Task details —
Gather up every line from the entries below that uses the word "inset".

----- Given data

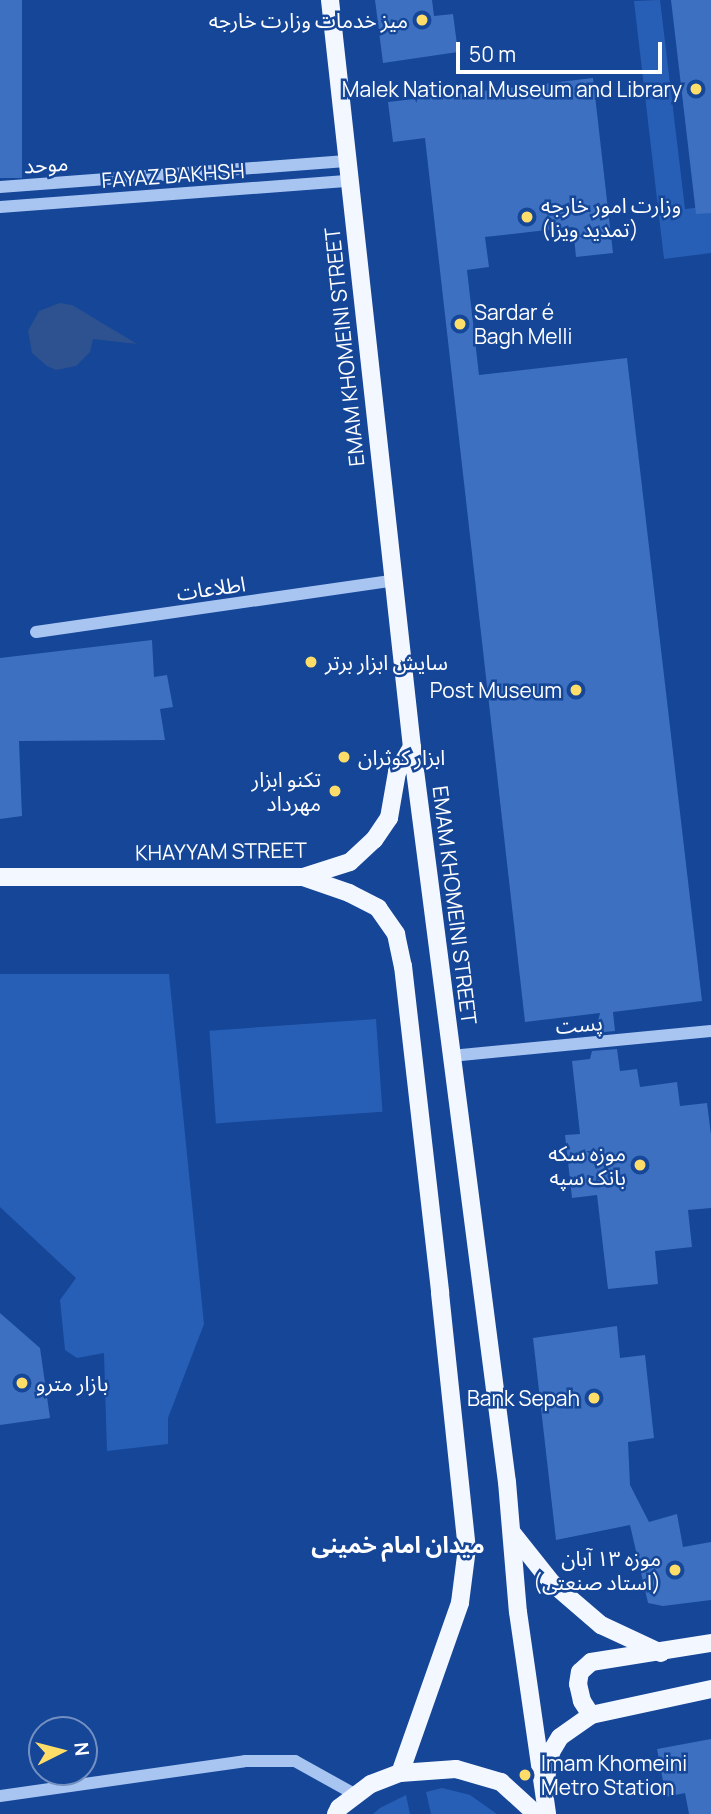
<!DOCTYPE html>
<meta charset="utf-8">
<style>
body{margin:0}
#map{position:relative;width:711px;height:1814px;overflow:hidden;background:#154698;font-family:Manrope,"Noto Sans Arabic",sans-serif}
div>[style]{position:absolute}
.green>*{inset:0;background:#285fb6;transform-origin:0 0}
.water>*{inset:0;background:#2e528f}
.building>*{inset:0;background:#3d70c0;transform-origin:0 0}
.minor>*{height:12px;margin:-6px;padding:0 6px;transform-origin:6px;border-radius:6px;background:#a8c5f2}
.major>*{height:18px;margin:-9px;padding:0 9px;transform-origin:9px;border-radius:9px;background:#f3f7ff}
.dots>*{width:19px;height:19px;translate:-50% -50%;box-sizing:border-box;border:4px solid #154698;border-radius:50%}
span{translate:-50% -50%;white-space:nowrap;text-align:center;line-height:1.15;-webkit-text-stroke:5px #154698;paint-order:stroke}
.poi-label{font-size:21px;color:#fff}
.right{translate:-100% -50%;text-align:right}
.left{translate:0 -50%;text-align:left}
.street-label{font-size:21px;color:#fff}
.neighbourhood-label{font-size:23px;color:#fff;font-weight:700}
.north{position:absolute;left:28px;top:1716px;width:70px;height:70px;box-sizing:border-box;background:#154698;border:2px solid #7390c1;border-radius:50%;rotate:84deg;font-size:19px;font-weight:700;line-height:28px;text-align:center;color:#fff}
.north::after{content:'';display:block;margin:auto;width:24px;height:32px;background:#ffdd69;clip-path:polygon(50% 0,100% 100%,50% 72%,0 100%)}
.scale{position:absolute;left:456px;top:42px;width:206px;height:32px;box-sizing:border-box;border:4px solid #fff;border-top:0;padding-left:9px;font-size:21px;line-height:24px;white-space:nowrap;color:#fff;-webkit-text-stroke:5px #154698;paint-order:stroke}
</style>
<div id="map">
<div class="green">
<i style="clip-path:polygon(660px 0,685px 209px,711px 206px,711px 253px,664px 259px,634px 1px)"></i>
<i style="clip-path:polygon(0 974px,169px 974px,204px 1324px,168px 1418px,168px 1444px,107px 1451px,104px 1353px,77px 1358px,65px 1350px,60px 1300px,76px 1278px,0 1207px)"></i>
<i style="left:376px;top:1019px;width:93px;height:167px;rotate:86deg"></i>
<i style="clip-path:polygon(442px 1788px,470px 1795px,497px 1814px,431px 1814px,426px 1792px)"></i>
<i style="clip-path:polygon(406px 1795px,410px 1814px,373px 1814px,380px 1808px)"></i>
</div>
<div class="water">
<i style="clip-path:polygon(60px 303px,72px 305px,137px 344px,93px 339px,90px 352px,76px 366px,56px 370px,47px 366px,32px 353px,28px 331px,39px 311px)"></i>
</div>
<div class="building">
<i style="left:0;top:0;width:22px;height:178px"></i>
<i style="clip-path:polygon(375px 0,432px 0,434px 16px,453px 14px,458px 52px,383px 63px)"></i>
<i style="clip-path:polygon(671px 0,711px 0,711px 213px,696px 214px)"></i>
<i style="clip-path:polygon(593px 78px,613px 253px,576px 257px,573px 227px,485px 237px,489px 267px,467px 270px,479px 375px,627px 358px,702px 1001px,613px 1012px,615px 1031px,595px 1033px,600px 1013px,525px 1022px,425px 138px,393px 142px,388px 102px)"></i>
<i style="clip-path:polygon(152px 640px,154px 677px,167px 675px,173px 707px,160px 709px,165px 740px,19px 741px,22px 816px,0 819px,0 658px)"></i>
<i style="clip-path:polygon(617px 1049px,620px 1071px,637px 1069px,640px 1087px,677px 1082px,680px 1106px,707px 1103px,711px 1135px,711px 1208px,688px 1210px,692px 1247px,655px 1251px,658px 1284px,608px 1289px,597px 1195px,572px 1198px,565px 1135px,580px 1134px,572px 1061px,590px 1059px,592px 1051px)"></i>
<i style="clip-path:polygon(0 1313px,40px 1348px,50px 1418px,0 1425px)"></i>
<i style="clip-path:polygon(617px 1326px,620px 1358px,645px 1355px,654px 1438px,628px 1442px,630px 1485px,649px 1522px,677px 1514px,683px 1547px,711px 1542px,711px 1600px,663px 1606px,648px 1603px,630px 1525px,556px 1540px,533px 1338px)"></i>
<i style="clip-path:polygon(711px 1739px,711px 1814px,689px 1814px,685px 1793px,666px 1797px,657px 1749px)"></i>
</div>
<div class="minor">
<i style="left:0;top:187px;width:347px;rotate:-4.3deg"></i>
<i style="left:0;top:207px;width:350px;rotate:-4.3deg"></i>
<i style="left:36px;top:632px;width:360px;rotate:-8.2deg"></i>
<i style="left:451px;top:1056px;width:261px;rotate:-5.5deg"></i>
<i style="left:0;top:1796px;width:247px;rotate:-8.1deg"></i>
<i style="left:245px;top:1761px;width:50px"></i>
<i style="left:295px;top:1761px;width:70px;rotate:29.1deg"></i>
</div>
<div class="major">
<i style="left:330px;top:0;width:751px;rotate:83.74deg"></i>
<i style="left:412px;top:747px;width:741px;rotate:82.64deg"></i>
<i style="left:507px;top:1482px;width:130px;rotate:85.2deg"></i>
<i style="left:518px;top:1612px;width:204px;rotate:81.8deg"></i>
<i style="left:0;top:877px;width:303px"></i>
<i style="left:303px;top:877px;width:49px;rotate:-17.7deg"></i>
<i style="left:350px;top:862px;width:33px;rotate:-43deg"></i>
<i style="left:374px;top:840px;width:27px;rotate:-56deg"></i>
<i style="left:389px;top:818px;width:47px;rotate:-80.1deg"></i>
<i style="left:397px;top:772px;width:29px;rotate:-59deg"></i>
<i style="left:303px;top:877px;width:49px;rotate:19.2deg"></i>
<i style="left:349px;top:893px;width:33px;rotate:27deg"></i>
<i style="left:378px;top:908px;width:32px;rotate:55deg"></i>
<i style="left:396px;top:934px;width:33px;rotate:78deg"></i>
<i style="left:403px;top:966px;width:329px;rotate:83.5deg"></i>
<i style="left:440px;top:1293px;width:256px;rotate:84deg"></i>
<i style="left:467px;top:1548px;width:55px;rotate:97.3deg"></i>
<i style="left:460px;top:1603px;width:180px;rotate:109.4deg"></i>
<i style="left:513px;top:1534px;width:63px;rotate:51.5deg"></i>
<i style="left:552px;top:1583px;width:65px;rotate:40.6deg"></i>
<i style="left:601px;top:1625px;width:66px;rotate:25deg"></i>
<i style="left:591px;top:1715px;width:17px;rotate:-123deg"></i>
<i style="left:582px;top:1701px;width:17px;rotate:-103deg"></i>
<i style="left:578px;top:1684px;width:12px;rotate:-81deg"></i>
<i style="left:580px;top:1672px;width:15px;rotate:-42deg"></i>
<i style="left:591px;top:1662px;width:121px;rotate:-9deg"></i>
<i style="left:546px;top:1778px;width:26px;rotate:-79deg"></i>
<i style="left:551px;top:1752px;width:17px;rotate:-59deg"></i>
<i style="left:560px;top:1737px;width:38px;rotate:-35deg"></i>
<i style="left:591px;top:1715px;width:123px;rotate:-12.2deg"></i>
<i style="left:336px;top:1814px;width:7px;rotate:-63deg"></i>
<i style="left:339px;top:1808px;width:40px;rotate:-37deg"></i>
<i style="left:371px;top:1784px;width:31px;rotate:-21deg"></i>
<i style="left:400px;top:1773px;width:56px;rotate:-4.1deg"></i>
<i style="left:456px;top:1769px;width:47px;rotate:16.1deg"></i>
<i style="left:501px;top:1782px;width:47px;rotate:42.4deg"></i>
</div>
<div class="dots">
<i style="left:422px;top:20px;background:#ffdd69"></i>
<i style="left:696px;top:89px;background:#ffdd69"></i>
<i style="left:527px;top:217px;background:#ffdd69"></i>
<i style="left:460px;top:324px;background:#ffdd69"></i>
<i style="left:311px;top:662px;background:#ffdd69"></i>
<i style="left:576px;top:690px;background:#ffdd69"></i>
<i style="left:344px;top:757px;background:#ffdd69"></i>
<i style="left:335px;top:791px;background:#ffdd69"></i>
<i style="left:640px;top:1165px;background:#ffdd69"></i>
<i style="left:22px;top:1383px;background:#ffdd69"></i>
<i style="left:594px;top:1398px;background:#ffdd69"></i>
<i style="left:675px;top:1570px;background:#ffdd69"></i>
<i style="left:525px;top:1775px;background:#ffdd69"></i>
</div>
<div class="poi-label">
<span class="right" style="left:408px;top:20px">میز خدمات وزارت خارجه</span>
<span class="right" style="left:682px;top:89px">Malek National Museum and Library</span>
<span class="left" style="left:541px;top:217px">وزارت امور خارجه<br>(تمدید ویزا)</span>
<span class="left" style="left:474px;top:324px">Sardar é<br>Bagh Melli</span>
<span class="left" style="left:325px;top:662px">سایش ابزار برتر</span>
<span class="right" style="left:562px;top:690px">Post Museum</span>
<span class="left" style="left:358px;top:757px">ابزار کوثران</span>
<span class="right" style="left:321px;top:791px">تکنو ابزار<br>مهرداد</span>
<span class="right" style="left:626px;top:1165px">موزه سکه<br>بانک سپه</span>
<span class="left" style="left:36px;top:1383px">بازار مترو</span>
<span class="right" style="left:580px;top:1398px">Bank Sepah</span>
<span class="right" style="left:661px;top:1570px">موزه ۱۳ آبان<br>(استاد صنعتی)</span>
<span class="left" style="left:541px;top:1775px">Imam Khomeini<br>Metro Station</span>
</div>
<div class="street-label">
<span style="left:46px;top:164px;rotate:-4deg">موحد</span>
<span style="left:173px;top:175px;rotate:-4deg">FAYAZ BAKHSH</span>
<span style="left:344px;top:347px;rotate:-96deg">EMAM KHOMEINI STREET</span>
<span style="left:211px;top:588px;rotate:-8deg">اطلاعات</span>
<span style="left:221px;top:851px;rotate:-1deg">KHAYYAM STREET</span>
<span style="left:455px;top:905px;rotate:83deg">EMAM KHOMEINI STREET</span>
<span style="left:579px;top:1024px;rotate:-5deg">پست</span>
</div>
<div class="neighbourhood-label">
<span style="left:398px;top:1544px">میدان امام خمینی</span>
</div>
<div class="north">N</div>
<div class="scale">50 m</div>
</div>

----------

The answer —
.green>*{inset:0;background:#285fb6;transform-origin:0 0}
.water>*{inset:0;background:#2e528f}
.building>*{inset:0;background:#3d70c0;transform-origin:0 0}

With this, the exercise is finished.